MARCH 28, 2021 – I remember Palm Sunday of my childhood. At some point you’d wind up with a palm cutting in one hand and a small palm cross in the other. As I recall, you were supposed to save the palms until Lent the next year. Mine never lasted that long.
As to the event commemorated by Palm Sunday, I don’t believe the Gospels were entirely figments of imagination. Matthew, Mark, Luke and John (or the compilations under those names) aren’t complete myths or drug trip travelogues. There’s historical reality in there somewhere plus a boatload of aphorisms and insights into the human condition, often expressed by allegory to facilitate understanding and retention.
A week before he was taken down—or rather, first “put up,” then taken down—the Galilean rabbi named “Jesus” rode into Jerusalem to the cheers of an adulating crowd. Throngs lay their cloaks and palm fronds along the path of his donkey—hardly a steed ridden by a traditional king.
Of course, the cheering folk, hopeful that Jesus would deliver them from their woes, were disappointed when he turned out to be . . . Jesus. Worse, he was about to be “turn-the-tables” Jesus, chasing the money-changers from the temple grounds. The authorities soon turned the tables on him, and that adoring crowd, fickle and vicious after all, joined in.
I’m no scholar or theologian. Hell, I’m not even religious. But the older I get, the more that iconoclast of the Christian belief system seems to have nailed it—oops, bad metaphor. At least within the reportage handed down over the centuries, now millennia, Jesus exposed us for who we are. But he couldn’t do so without being a pain to the establishment; a renegade, a rabble-rouser, a fanatic.
The craziest thing about Jesus is that he didn’t seek to establish a “religion.” It took flawed humanity to create that. What I see when I scratch the surface of the early, theologically hair-splitting “Councils,” the East-West schism, the bitter divides within Orthodoxy, the power of the Vatican, the Reformation and further splintering of Protestantism, the Crusades, the Inquisition, the Conquests, not to mention rampant pedophilia among Catholic clergy and the puritanical bent of rightwing American Christianity . . . what I see is . . . Jesus smashing up things outside the temple. Surely, he would have been appalled by what’s been done in his name.

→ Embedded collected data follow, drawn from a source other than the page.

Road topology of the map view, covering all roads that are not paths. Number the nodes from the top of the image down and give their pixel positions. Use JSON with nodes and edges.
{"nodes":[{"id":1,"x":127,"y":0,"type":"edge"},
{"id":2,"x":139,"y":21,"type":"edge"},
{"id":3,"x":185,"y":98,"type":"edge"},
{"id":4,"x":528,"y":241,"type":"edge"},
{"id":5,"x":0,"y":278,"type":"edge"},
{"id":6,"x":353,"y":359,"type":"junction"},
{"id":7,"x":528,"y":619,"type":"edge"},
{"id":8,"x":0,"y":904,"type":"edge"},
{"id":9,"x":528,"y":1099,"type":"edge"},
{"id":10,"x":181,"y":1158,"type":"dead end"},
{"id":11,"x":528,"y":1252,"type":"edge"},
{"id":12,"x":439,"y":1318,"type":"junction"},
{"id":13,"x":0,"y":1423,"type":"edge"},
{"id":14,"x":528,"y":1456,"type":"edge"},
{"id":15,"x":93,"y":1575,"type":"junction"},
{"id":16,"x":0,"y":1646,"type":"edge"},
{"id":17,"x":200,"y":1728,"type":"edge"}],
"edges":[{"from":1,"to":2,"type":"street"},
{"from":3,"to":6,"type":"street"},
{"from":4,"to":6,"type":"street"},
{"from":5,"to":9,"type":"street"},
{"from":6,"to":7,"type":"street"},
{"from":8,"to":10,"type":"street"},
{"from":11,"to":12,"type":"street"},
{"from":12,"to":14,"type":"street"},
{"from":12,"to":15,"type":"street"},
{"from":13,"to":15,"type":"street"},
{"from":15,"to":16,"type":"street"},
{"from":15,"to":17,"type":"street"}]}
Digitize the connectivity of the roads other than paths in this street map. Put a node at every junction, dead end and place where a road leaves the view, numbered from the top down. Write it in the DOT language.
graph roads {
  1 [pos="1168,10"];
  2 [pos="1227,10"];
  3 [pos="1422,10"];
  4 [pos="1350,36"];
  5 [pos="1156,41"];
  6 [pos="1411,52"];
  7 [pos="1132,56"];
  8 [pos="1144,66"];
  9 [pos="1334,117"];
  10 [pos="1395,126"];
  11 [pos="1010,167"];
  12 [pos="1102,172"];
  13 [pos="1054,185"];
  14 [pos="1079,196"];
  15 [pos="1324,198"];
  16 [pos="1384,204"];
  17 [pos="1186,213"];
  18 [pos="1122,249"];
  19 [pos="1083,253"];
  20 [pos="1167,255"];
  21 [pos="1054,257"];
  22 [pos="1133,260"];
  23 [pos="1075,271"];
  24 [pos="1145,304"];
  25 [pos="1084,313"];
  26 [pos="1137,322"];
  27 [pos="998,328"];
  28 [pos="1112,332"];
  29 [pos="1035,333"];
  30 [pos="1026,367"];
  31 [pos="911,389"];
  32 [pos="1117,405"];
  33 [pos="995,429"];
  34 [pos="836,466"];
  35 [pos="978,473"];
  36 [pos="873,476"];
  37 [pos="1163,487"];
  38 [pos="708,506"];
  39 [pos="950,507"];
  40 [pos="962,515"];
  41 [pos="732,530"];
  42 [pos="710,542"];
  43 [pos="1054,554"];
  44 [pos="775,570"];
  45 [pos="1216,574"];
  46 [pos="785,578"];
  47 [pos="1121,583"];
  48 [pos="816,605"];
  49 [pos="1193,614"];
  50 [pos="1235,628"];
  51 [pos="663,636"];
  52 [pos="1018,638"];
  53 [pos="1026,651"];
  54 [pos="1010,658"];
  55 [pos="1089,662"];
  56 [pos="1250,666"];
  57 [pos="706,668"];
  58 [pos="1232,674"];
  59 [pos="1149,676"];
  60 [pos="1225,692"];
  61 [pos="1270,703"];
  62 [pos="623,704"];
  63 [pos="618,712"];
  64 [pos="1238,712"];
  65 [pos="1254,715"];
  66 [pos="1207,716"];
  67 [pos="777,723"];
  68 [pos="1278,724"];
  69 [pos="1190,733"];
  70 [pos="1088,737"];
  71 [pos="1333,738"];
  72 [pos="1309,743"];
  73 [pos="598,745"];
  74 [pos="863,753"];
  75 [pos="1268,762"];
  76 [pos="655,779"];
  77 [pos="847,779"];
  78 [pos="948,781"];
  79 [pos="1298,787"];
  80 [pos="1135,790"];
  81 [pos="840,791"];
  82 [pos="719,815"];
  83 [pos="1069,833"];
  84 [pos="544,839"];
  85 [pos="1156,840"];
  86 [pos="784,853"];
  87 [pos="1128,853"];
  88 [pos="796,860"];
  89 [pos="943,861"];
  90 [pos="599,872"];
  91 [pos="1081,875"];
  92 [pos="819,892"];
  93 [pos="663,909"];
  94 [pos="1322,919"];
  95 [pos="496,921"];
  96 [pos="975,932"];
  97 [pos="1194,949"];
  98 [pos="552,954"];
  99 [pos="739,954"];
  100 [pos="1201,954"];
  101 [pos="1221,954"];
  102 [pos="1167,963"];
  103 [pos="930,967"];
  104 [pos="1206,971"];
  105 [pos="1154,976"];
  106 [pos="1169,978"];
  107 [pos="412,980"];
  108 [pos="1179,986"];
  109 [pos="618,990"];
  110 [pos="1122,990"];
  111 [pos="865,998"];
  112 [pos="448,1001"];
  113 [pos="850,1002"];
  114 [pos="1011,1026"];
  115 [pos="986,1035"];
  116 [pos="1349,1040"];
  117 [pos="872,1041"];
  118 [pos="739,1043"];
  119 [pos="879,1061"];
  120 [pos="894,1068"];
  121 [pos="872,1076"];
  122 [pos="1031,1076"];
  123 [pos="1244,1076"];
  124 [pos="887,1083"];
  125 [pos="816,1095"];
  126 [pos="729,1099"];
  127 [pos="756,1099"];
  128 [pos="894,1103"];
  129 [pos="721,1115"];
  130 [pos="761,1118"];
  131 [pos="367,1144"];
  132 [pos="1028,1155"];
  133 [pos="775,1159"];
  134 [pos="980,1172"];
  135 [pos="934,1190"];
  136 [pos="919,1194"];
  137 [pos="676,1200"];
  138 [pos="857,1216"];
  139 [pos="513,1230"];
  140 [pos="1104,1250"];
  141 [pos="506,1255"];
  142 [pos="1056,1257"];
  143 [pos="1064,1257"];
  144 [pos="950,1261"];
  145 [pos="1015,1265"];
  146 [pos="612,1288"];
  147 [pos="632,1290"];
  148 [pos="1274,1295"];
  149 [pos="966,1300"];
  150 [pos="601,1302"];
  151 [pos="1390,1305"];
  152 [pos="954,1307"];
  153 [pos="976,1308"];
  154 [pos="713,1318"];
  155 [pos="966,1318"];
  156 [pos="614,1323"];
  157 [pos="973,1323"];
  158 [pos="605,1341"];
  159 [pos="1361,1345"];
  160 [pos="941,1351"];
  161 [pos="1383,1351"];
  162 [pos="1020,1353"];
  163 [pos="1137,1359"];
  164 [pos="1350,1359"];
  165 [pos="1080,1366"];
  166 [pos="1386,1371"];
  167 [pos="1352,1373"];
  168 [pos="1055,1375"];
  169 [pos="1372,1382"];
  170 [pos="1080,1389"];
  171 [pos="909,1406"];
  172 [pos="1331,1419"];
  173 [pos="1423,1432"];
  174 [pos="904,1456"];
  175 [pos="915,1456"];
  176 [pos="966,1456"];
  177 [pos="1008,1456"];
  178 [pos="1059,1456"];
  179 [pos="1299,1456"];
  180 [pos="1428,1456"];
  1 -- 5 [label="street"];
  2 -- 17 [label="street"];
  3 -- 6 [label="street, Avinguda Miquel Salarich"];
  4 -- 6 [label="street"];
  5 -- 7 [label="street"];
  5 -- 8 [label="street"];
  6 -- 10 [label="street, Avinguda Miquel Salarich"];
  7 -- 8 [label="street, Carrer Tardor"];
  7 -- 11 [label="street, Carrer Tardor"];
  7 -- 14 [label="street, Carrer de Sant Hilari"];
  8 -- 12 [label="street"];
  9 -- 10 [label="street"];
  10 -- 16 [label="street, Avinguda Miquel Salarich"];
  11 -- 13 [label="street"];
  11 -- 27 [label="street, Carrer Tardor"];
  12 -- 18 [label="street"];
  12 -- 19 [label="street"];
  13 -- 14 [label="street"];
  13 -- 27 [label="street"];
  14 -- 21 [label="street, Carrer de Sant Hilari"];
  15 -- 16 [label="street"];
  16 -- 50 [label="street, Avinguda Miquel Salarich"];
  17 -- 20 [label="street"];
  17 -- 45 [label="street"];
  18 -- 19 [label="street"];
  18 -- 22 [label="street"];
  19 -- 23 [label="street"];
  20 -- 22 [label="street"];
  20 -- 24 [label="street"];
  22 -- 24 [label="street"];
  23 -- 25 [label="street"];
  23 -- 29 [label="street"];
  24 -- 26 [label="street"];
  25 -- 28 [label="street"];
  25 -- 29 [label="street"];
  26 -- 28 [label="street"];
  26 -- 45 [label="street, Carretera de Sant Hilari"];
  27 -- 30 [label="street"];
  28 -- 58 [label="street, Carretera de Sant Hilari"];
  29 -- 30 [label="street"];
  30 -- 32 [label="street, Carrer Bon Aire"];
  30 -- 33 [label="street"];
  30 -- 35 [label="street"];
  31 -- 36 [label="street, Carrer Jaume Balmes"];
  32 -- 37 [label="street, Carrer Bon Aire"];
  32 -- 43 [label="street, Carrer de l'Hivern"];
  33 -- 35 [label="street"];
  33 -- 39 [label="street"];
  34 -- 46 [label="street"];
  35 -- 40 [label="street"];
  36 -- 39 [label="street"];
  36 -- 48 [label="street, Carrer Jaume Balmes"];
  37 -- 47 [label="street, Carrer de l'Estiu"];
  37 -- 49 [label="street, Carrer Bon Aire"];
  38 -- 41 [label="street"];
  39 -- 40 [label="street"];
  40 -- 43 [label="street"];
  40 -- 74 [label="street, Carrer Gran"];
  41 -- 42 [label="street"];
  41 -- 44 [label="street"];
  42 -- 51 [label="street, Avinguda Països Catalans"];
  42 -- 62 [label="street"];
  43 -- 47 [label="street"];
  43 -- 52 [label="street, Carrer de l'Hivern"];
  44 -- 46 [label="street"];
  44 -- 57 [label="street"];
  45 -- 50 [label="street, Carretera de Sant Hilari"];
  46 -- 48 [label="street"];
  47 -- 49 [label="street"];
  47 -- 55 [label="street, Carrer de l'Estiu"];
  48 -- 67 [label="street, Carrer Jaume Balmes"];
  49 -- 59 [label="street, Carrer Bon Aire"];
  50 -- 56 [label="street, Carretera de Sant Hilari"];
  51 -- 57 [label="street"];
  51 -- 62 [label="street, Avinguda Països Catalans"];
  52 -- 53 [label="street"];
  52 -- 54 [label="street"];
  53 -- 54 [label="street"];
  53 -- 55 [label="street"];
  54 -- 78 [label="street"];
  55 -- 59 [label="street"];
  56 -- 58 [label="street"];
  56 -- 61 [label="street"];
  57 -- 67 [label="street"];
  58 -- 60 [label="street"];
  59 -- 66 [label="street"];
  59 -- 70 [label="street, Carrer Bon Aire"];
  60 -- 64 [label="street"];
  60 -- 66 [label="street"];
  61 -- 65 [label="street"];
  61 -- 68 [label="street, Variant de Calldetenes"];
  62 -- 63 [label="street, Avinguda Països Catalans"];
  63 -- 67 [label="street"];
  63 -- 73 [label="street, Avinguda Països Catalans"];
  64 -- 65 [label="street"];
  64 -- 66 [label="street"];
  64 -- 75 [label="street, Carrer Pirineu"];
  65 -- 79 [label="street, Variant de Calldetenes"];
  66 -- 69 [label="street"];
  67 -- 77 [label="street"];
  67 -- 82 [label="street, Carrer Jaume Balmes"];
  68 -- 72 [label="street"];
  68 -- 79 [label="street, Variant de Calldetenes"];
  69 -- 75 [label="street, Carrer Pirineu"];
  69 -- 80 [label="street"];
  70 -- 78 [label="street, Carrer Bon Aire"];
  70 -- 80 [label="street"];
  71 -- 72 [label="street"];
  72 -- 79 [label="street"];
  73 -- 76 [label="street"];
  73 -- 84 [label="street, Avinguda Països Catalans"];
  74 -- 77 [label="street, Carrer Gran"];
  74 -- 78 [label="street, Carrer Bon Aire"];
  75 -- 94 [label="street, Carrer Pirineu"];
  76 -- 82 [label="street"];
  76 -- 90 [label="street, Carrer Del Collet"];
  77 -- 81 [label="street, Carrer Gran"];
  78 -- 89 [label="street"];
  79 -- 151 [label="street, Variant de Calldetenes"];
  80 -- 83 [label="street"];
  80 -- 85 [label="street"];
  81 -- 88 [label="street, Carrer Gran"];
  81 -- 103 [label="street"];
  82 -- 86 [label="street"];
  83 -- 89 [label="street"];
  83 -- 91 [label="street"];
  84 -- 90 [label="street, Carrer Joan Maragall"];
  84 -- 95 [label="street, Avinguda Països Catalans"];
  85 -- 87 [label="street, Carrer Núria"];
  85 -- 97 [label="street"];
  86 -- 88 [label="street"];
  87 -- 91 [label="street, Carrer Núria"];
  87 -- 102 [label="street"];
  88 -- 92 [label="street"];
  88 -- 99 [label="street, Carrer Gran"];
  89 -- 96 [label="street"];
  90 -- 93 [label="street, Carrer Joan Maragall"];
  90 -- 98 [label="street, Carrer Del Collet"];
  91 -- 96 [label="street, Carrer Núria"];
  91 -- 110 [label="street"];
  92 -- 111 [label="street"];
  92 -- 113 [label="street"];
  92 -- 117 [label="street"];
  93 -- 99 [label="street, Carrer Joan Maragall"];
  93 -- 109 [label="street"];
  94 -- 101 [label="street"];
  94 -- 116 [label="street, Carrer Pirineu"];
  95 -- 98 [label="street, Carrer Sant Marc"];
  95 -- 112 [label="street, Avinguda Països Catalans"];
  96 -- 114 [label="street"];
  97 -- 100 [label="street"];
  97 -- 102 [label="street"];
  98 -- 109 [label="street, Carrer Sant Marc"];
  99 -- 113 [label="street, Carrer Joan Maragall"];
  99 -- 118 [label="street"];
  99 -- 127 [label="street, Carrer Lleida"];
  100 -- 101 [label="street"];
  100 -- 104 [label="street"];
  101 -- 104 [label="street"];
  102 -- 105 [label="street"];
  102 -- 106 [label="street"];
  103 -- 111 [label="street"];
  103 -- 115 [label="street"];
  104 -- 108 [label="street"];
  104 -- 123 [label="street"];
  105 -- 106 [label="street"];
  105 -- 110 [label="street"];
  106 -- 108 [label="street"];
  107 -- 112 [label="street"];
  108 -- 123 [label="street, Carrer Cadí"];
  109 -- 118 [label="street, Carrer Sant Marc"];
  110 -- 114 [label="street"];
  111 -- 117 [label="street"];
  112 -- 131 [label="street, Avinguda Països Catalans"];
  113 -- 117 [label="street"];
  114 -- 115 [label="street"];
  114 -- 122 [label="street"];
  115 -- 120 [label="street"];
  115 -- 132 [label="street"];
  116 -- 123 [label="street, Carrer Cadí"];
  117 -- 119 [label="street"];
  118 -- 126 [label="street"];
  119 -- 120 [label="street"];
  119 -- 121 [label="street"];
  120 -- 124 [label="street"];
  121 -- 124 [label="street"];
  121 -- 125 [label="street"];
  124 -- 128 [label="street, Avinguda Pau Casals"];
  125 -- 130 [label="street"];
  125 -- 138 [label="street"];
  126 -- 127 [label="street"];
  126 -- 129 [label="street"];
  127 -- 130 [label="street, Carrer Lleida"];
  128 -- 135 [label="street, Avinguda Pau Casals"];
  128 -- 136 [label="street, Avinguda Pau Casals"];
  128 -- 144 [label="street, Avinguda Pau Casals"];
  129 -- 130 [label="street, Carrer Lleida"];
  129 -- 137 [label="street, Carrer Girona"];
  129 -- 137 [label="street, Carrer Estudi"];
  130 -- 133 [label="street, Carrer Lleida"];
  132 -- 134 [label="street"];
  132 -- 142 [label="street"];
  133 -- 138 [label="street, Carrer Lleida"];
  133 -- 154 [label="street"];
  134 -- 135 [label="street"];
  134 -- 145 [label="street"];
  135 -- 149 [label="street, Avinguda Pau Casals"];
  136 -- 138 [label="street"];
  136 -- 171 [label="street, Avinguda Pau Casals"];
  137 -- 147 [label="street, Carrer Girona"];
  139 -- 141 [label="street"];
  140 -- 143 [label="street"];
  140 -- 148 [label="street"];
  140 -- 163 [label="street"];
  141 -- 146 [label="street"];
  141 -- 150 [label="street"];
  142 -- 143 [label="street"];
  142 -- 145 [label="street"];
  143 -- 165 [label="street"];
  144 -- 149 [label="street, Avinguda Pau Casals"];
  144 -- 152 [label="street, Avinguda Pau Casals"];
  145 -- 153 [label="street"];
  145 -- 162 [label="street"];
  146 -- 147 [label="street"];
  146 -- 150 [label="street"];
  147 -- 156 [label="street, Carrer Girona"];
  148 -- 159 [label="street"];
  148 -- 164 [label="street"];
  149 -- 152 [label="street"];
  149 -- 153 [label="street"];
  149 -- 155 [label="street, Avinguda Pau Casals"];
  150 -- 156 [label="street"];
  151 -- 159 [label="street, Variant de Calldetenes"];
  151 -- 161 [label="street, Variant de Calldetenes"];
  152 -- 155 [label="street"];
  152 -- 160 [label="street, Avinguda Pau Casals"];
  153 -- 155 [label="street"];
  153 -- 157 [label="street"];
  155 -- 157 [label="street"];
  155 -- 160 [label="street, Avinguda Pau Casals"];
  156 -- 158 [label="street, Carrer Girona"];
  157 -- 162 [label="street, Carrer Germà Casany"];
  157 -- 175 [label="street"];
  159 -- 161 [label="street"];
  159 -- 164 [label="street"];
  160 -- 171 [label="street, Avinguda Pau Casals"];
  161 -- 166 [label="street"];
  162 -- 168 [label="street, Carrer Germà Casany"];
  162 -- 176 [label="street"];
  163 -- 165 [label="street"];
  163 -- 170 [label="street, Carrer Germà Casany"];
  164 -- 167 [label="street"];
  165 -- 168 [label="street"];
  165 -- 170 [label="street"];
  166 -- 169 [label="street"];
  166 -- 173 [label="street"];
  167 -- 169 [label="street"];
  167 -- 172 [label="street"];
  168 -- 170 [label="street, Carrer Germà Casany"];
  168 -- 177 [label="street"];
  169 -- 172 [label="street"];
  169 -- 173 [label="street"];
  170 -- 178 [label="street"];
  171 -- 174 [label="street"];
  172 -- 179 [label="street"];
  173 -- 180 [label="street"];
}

Whether you believe he was the Son of God depends halfway on whether you believe in God as Father. That discussion is for another day. Meanwhile, I ponder the idea of a guy who lived a vow of poverty, telling his followers to snatch a colt they’d find roped to a tree—then riding the animal into town as crowds along the way shouted “Hosanna!” How would I have reacted to the donkey parade? Would I have called Jesus a kook? Or called the people kooks for thinking he wasn’t?
I’m sure of one thing: the rabbi’s scruffy image wouldn’t have matched his “cleaned-up” Northern European appearance in my childhood.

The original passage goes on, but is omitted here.